In a February 2005 email, Kong told American music producer, Justin Herz to "plan as if 'the sky is the limit'".
He added they would then work out how they to get funds for the project.
During the trial, the court heard for the first time how Ms Ho's music career in the US was launched.
She was said to have huge potential and the net profit from her first English album was estimated to surpass US$25 million over seven years from 2007 to 2012, with expected sales of two million copies.
The singer's publicity budget was set at between that of superstars Beyonce (US$17 million) and Shakira (US$12 million).
Concealing of investments?
Another issue was the hiding of information from stakeholders.
The prosecution sought to show this through a chain of emails dated 12 October 2007, between three of the six accused - Chew Eng Han, Serina Wee and John Lam.
In the emails, the three discussed how they could withhold information from the church's investment committee, as well as its (church) board members.
Chew also wanted to keep the close links between Xtron Productions, Ms Ho and Kong to a small circle.
The defence argued that the accused were just being discreet as this is a sensitive issue.
Control over Xtron
In another email raised, the prosecution tried to show that the accused controlled Xtron Productions, which used to manage Ms Ho.
Dated 1 August 2008, Wee told Kong, Tan and Chew that the church's auditor Foong Daw Ching advised them to "just minute down the necessary portions so as not to show too close a relationship or control over XPL (Xtron)".
She added they would have to paint the picture that the church has only "some control over Xtron".
Mr Foong denied providing this advice but the defence charged that Mr Foong was trying to distance himself from the accused.
It added that Mr Foong was the one who had overriding authority over the others in the firm.
Mr Foong disagreed and at one point, he snapped, telling the defence not to put words in his mouth.
Besides Xtron, glassware firm Firna or PT The First National Glassware was also said to be controlled by the church.
The prosecution's point was that the two firms were used by the accused to commit "round-tripping" via "sham bond investments".
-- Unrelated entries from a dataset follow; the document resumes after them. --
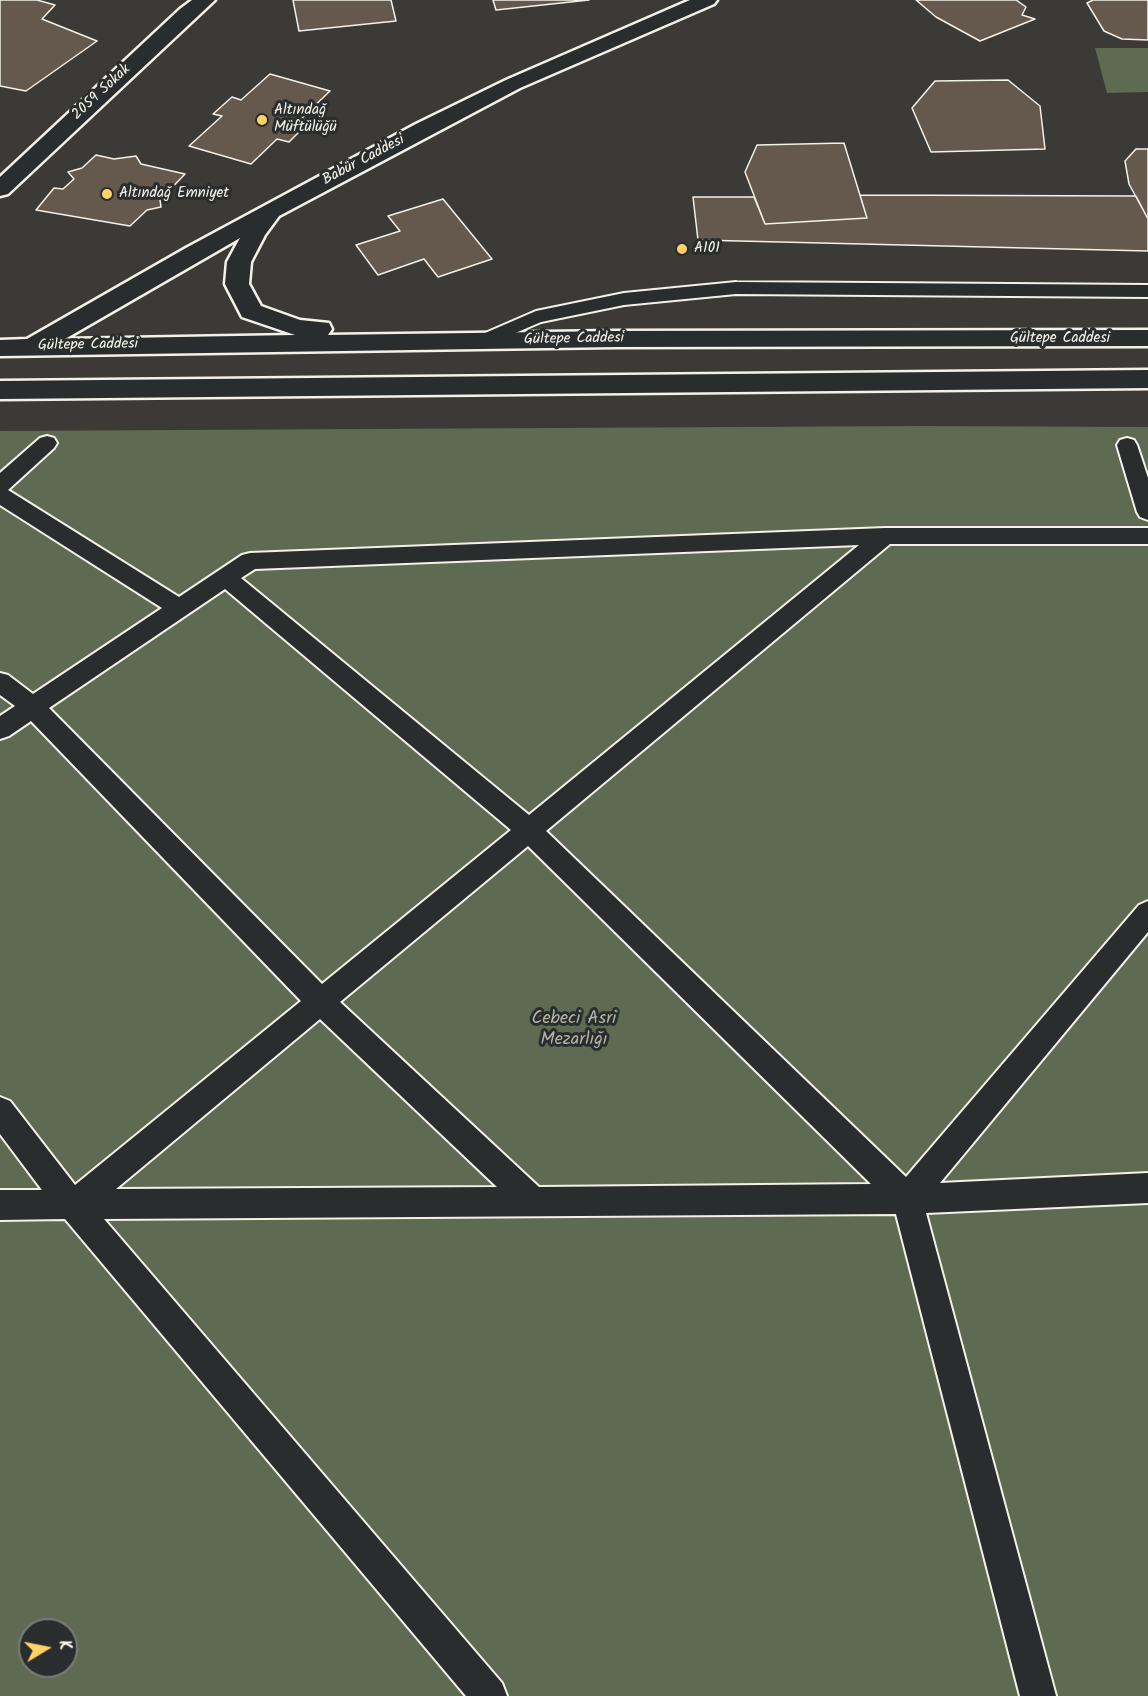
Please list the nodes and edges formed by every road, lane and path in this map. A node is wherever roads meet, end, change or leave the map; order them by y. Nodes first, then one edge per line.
1 (203, 0) edge
2 (707, 0) edge
3 (0, 189) edge
4 (272, 211) junction
5 (1148, 291) edge
6 (1148, 338) edge
7 (483, 341) junction
8 (364, 342) junction
9 (33, 346) junction
10 (0, 348) edge
11 (1148, 379) edge
12 (0, 390) edge
13 (48, 443) dead end
14 (1127, 445) dead end
15 (0, 484) edge
16 (0, 495) edge
17 (1148, 512) edge
18 (885, 536) junction
19 (1148, 536) edge
20 (225, 577) junction
21 (179, 608) junction
22 (0, 682) edge
23 (33, 707) junction
24 (0, 729) edge
25 (529, 830) junction
26 (1148, 913) edge
27 (321, 1002) junction
28 (0, 1111) edge
29 (1148, 1188) edge
30 (907, 1199) junction
31 (534, 1202) junction
32 (0, 1205) edge
33 (73, 1206) junction
34 (489, 1696) edge
35 (1038, 1696) edge

1 - 3 main road, 2059 Sokak
2 - 4 main road, Babür Caddesi
4 - 8 main road
4 - 9 main road, Babür Caddesi
5 - 7 lane
6 - 7 main road, Gültepe Caddesi
7 - 8 main road, Gültepe Caddesi
8 - 9 main road, Gültepe Caddesi
9 - 10 main road, Gültepe Caddesi
11 - 12 main road
13 - 15 lane
14 - 17 lane
16 - 21 lane
18 - 19 lane
18 - 20 lane
18 - 25 lane
20 - 21 lane
20 - 25 lane
21 - 23 lane
22 - 23 lane
23 - 24 lane
23 - 27 lane
25 - 27 lane
25 - 30 lane
26 - 30 lane
27 - 31 lane
27 - 33 lane
28 - 33 lane
29 - 30 lane
30 - 31 lane
30 - 35 lane
31 - 33 lane
32 - 33 lane
33 - 34 lane

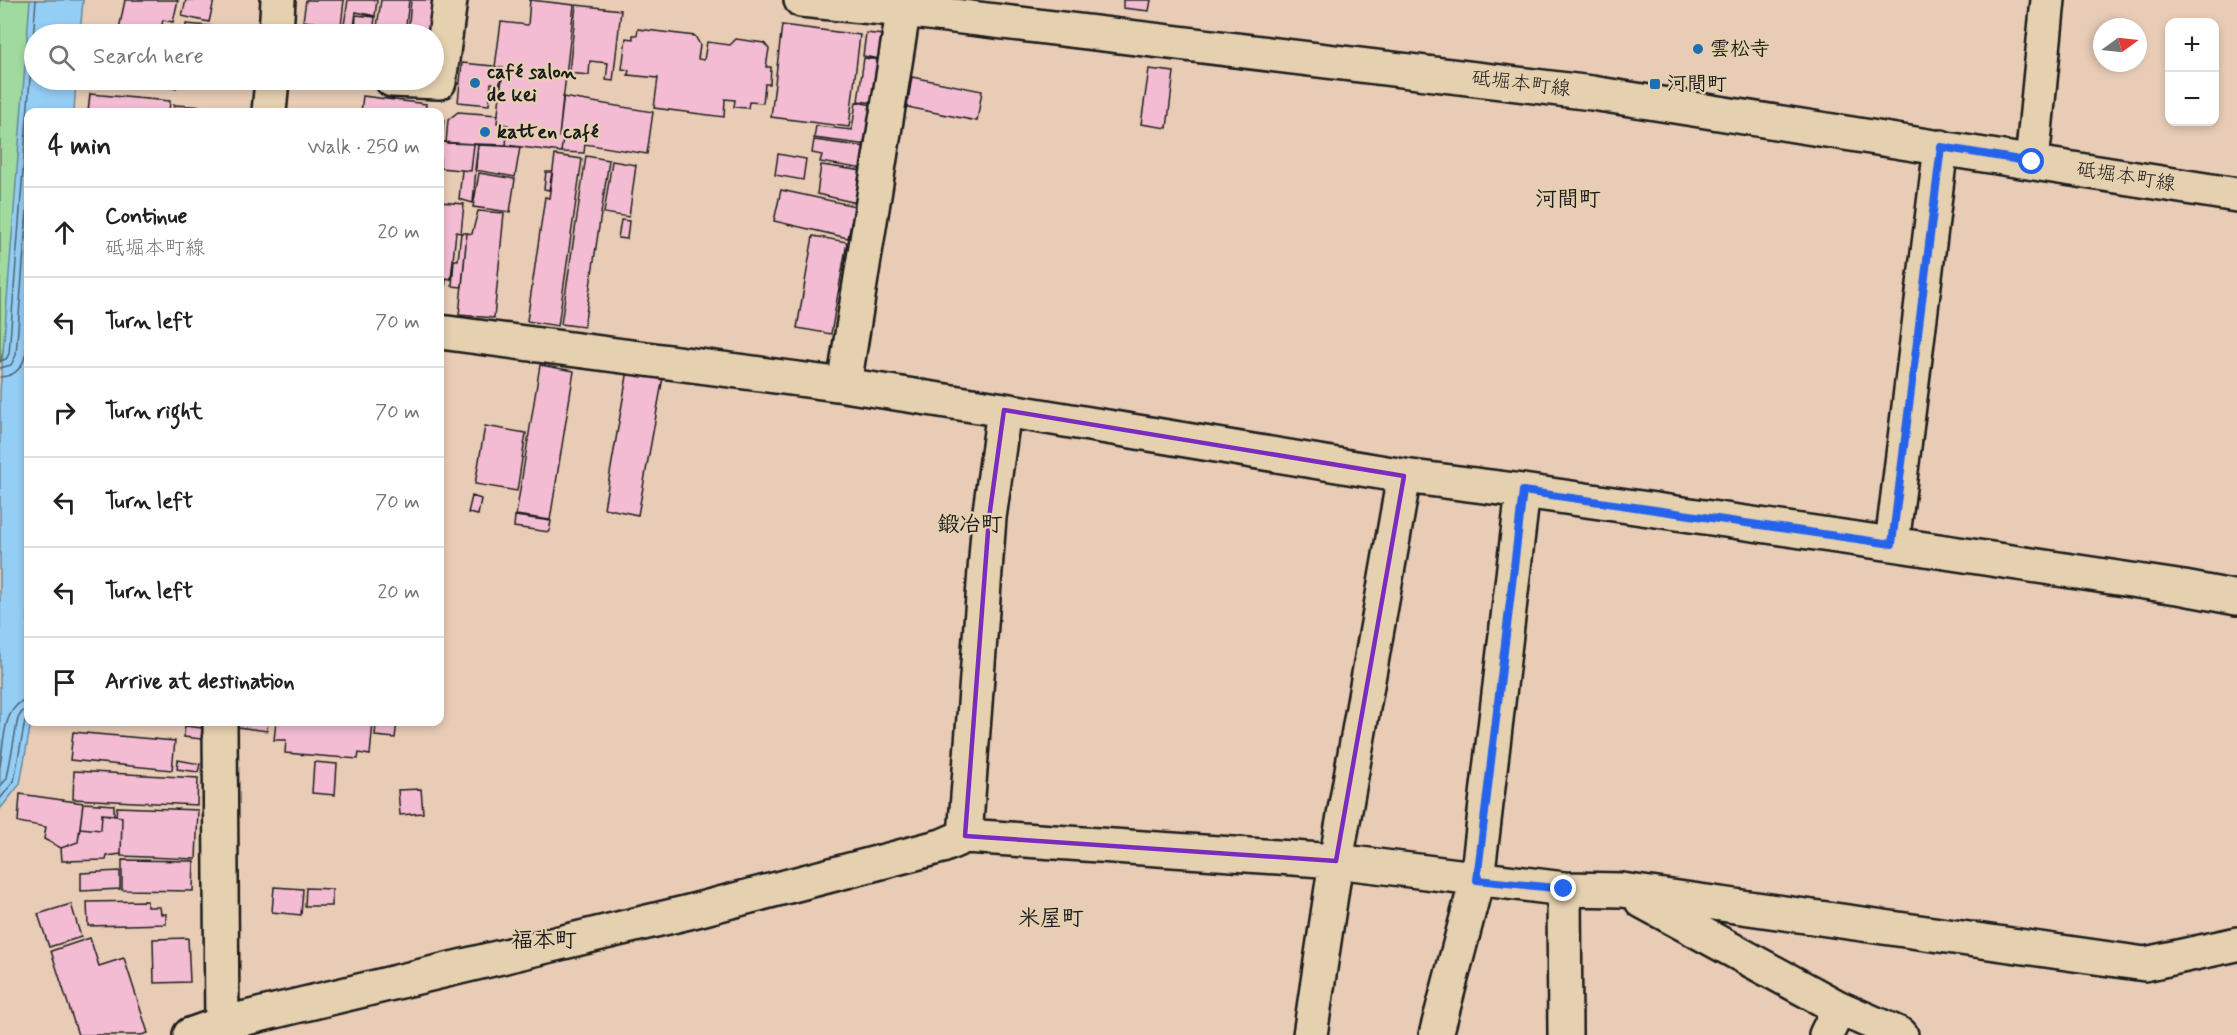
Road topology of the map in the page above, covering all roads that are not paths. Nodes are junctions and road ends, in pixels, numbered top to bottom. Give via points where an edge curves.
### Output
1 (278, 0) edge
2 (450, 0) edge
3 (801, 0) edge
4 (2048, 0) edge
5 (905, 5) edge
6 (277, 24) edge
7 (444, 45) edge
8 (271, 90) edge
9 (269, 108) edge
10 (1941, 147) junction
11 (2032, 162) junction
12 (2237, 195) edge
13 (444, 333) edge
14 (844, 385) junction
15 (1004, 410) junction
16 (1404, 477) junction
17 (1523, 491) junction
18 (1892, 544) junction
19 (2237, 598) edge
20 (220, 726) edge
21 (965, 836) junction
22 (1336, 861) junction
23 (1477, 880) junction
24 (1564, 889) junction
25 (1622, 890) junction
26 (2237, 944) edge
27 (1833, 1021) edge
28 (222, 1030) edge
29 (190, 1035) edge
30 (1310, 1035) edge
31 (1436, 1035) edge
32 (1565, 1035) edge
33 (1901, 1035) edge

1 - 6 street
2 - 7 street
3 - 5 street, 砥堀本町線
4 - 11 street
5 - 10 street, 砥堀本町線 via 1592,93
5 - 14 street
8 - 9 street
10 - 11 street, 砥堀本町線
10 - 18 street
11 - 12 street, 砥堀本町線
13 - 14 street
14 - 15 street
15 - 16 street
15 - 21 street via 989,518
16 - 17 street
16 - 22 street
17 - 18 street
17 - 23 street
18 - 19 street
20 - 28 street
21 - 22 street
21 - 28 street via 942,846
22 - 23 street
22 - 30 street
23 - 24 street
23 - 31 street
24 - 25 street
24 - 32 street
25 - 26 street via 2145,964
25 - 27 street
27 - 33 street
28 - 29 street

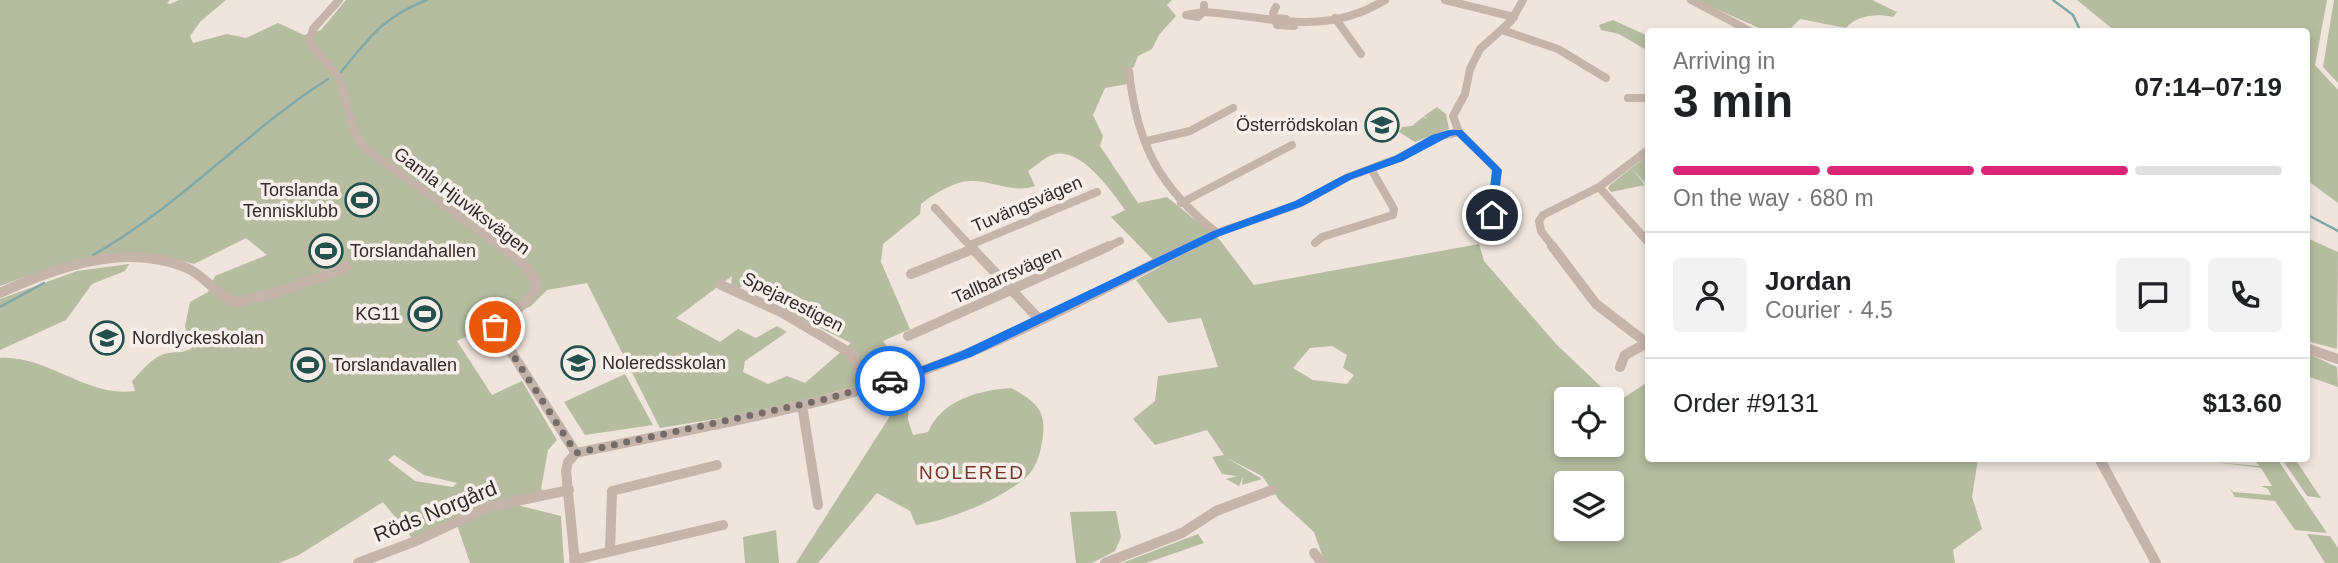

It sought to show Xtron directors Choong Kar Weng and Wahju Hanafi as rubber stamps.
The court heard how the church instructed the two on draw down amounts and dates and how church trustees were left out of the loop.
The defence said that Mr Choong and Mr Hanafi are the ones giving the ultimate approval to matters.
Both witnesses agreed.
On the various financial transactions, the defence said auditors and lawyers had gone through them and there was nothing sinister about it.
For example, in 2008, Firna had issued bonds to the church to raise capital.
Defence counsel Kannan Ramesh, who represents Sharon Tan, pointed out to Mr Hanafi that it was only logical to restructure the debts if the church wanted Firna to redeem the bonds before the stipulated three years.
Mr Hanafi agreed.
On the last day of the second tranche, the court also heard Mr Foong testified that the use of the church's building fund to pay for Crossover Project's expenses were "not right".
The witness was re-examined by prosecutor Mavis Chionh, who sought clarification on his earlier answers to defence lawyer Andre Maniam.
Mr Foong had agreed then that concerts and overseas travel expenses of singer Sun Ho should be charged to the church - because she was part of the church's Crossover Project.
But when given the scenario that the church's building fund is meant for the purchase of church property, Mr Foong said monies from the building fund cannot be used to pay for the Crossover Project.